The algorithm proceeds as follows:

While changes to any of the in’s occur do
For each node N do Begin
Out[N] = Disjunction of all In[s], where s is a successor of N
In[N] = Use[N] + (Out[N] — Def[N])
If exist assignment[N]
For each outputID in Out[N]
If left-side[assignment[N]] is a prefix of outputID
If right-side[assignment[N]] is a Identifier Begin
suffix = suffix of outputID not in left-side[assignment[N]]
Add right-side[assignment[N]].suffix to In[N]
End Else
Add all Identifiers in rigth-side[assignment[N]] to In[N]
End

Algorithm Notes

The algorithm basically runs for all nodes while there are changes in In[N] for any node N.

Note that the algorithm treats assignments in a special way: if we assign from one identifier to another, we only transport the liveness of the identifier on the right side to the identifier on the left side. So a flow containing only assignments doesn’t affect the liveness of variables at all and may be seen as a NOP.

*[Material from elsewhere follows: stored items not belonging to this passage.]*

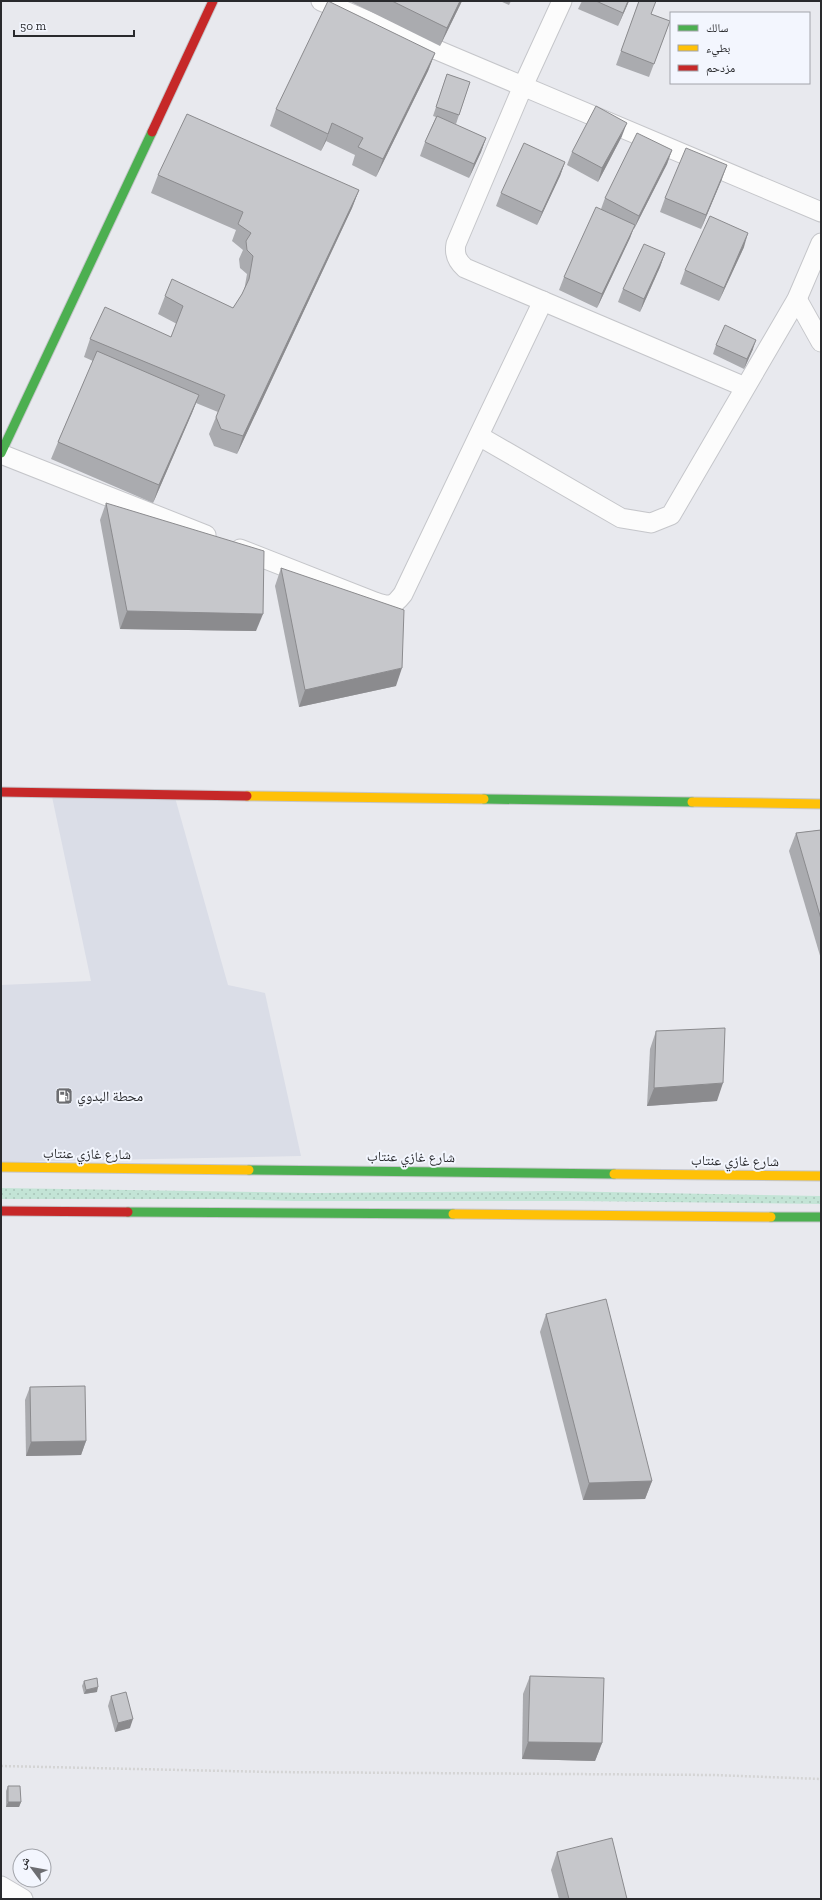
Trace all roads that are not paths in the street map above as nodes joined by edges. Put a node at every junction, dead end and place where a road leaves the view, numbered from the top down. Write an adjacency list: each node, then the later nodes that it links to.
1 (214, 1): 12 (main road)
2 (321, 1): 4 (street)
3 (562, 1): 4 (street)
4 (523, 86): 5 (street); 8 (street)
5 (821, 212)
6 (821, 243): 7 (street)
7 (797, 299): 9 (street); 10 (street)
8 (543, 300): 10 (street); 11 (street)
9 (821, 342)
10 (745, 387): 11 (street)
11 (479, 436): 12 (street)
12 (1, 453)
13 (1, 792): 14 (main road)
14 (821, 804)
15 (1, 1167): 16 (main road, شارع غازي عنتاب)
16 (821, 1176)
17 (1, 1211): 18 (main road)
18 (821, 1217)
19 (1, 1886): 20 (street)
20 (23, 1899)

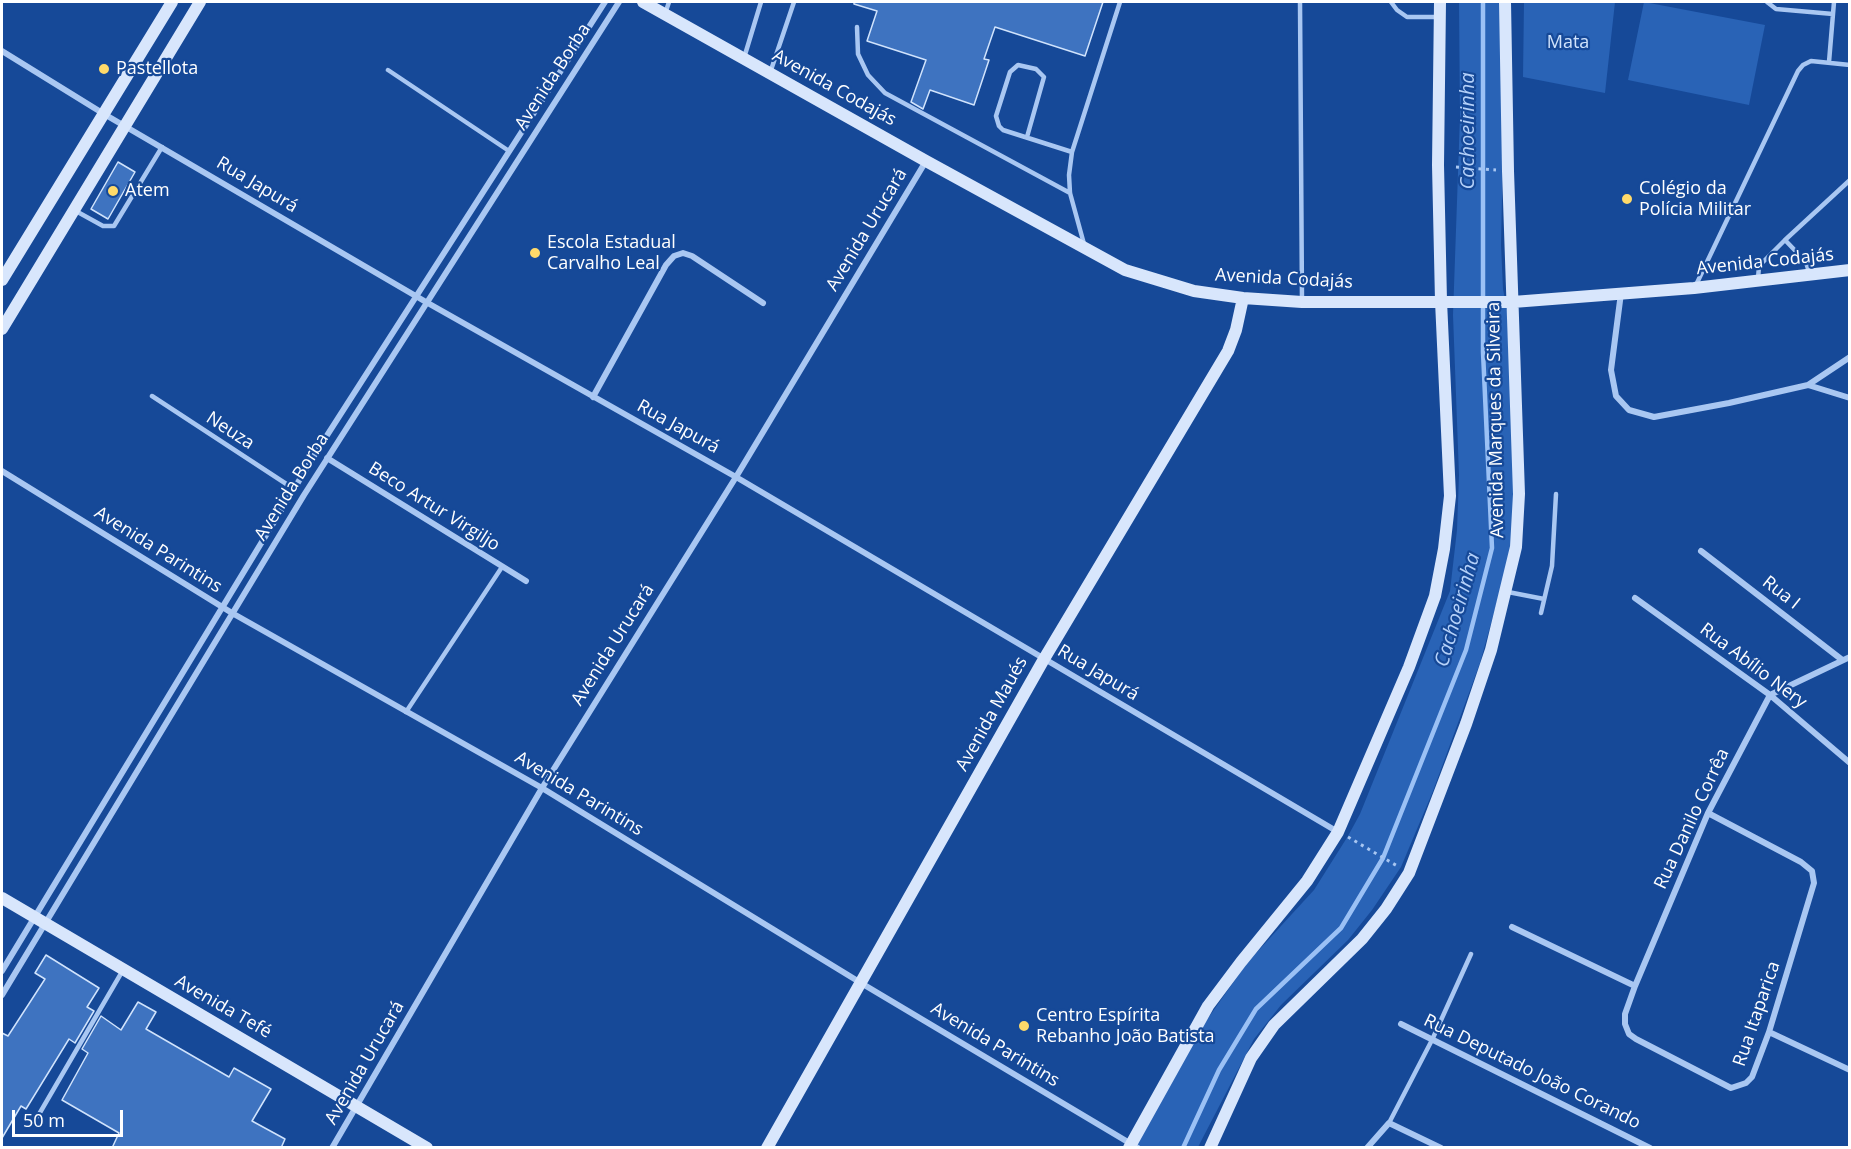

What this means in practice is that we can assign one composite object to another one and this won’t mark the whole object as being used. Like we said before, since the objects in our applications tend to have lots of attributes, this also has a big impact in the output of the algorithm.

Conclusions

The usage of this algorithm assures that we keep viewstate usage as minimum. For the example screen, if we assume that each contact photo has an average of 40KB (if we use thumbnails instead of original resolution images) and the contact list contains 50 entries at a time (the default Line Count for OutSystems list widgets), we save 2MB on the viewstate and we also manage those 2MB in the Application Server<->Database communication, which help us make our applications more scalable while also giving a better experience to the end users of those applications.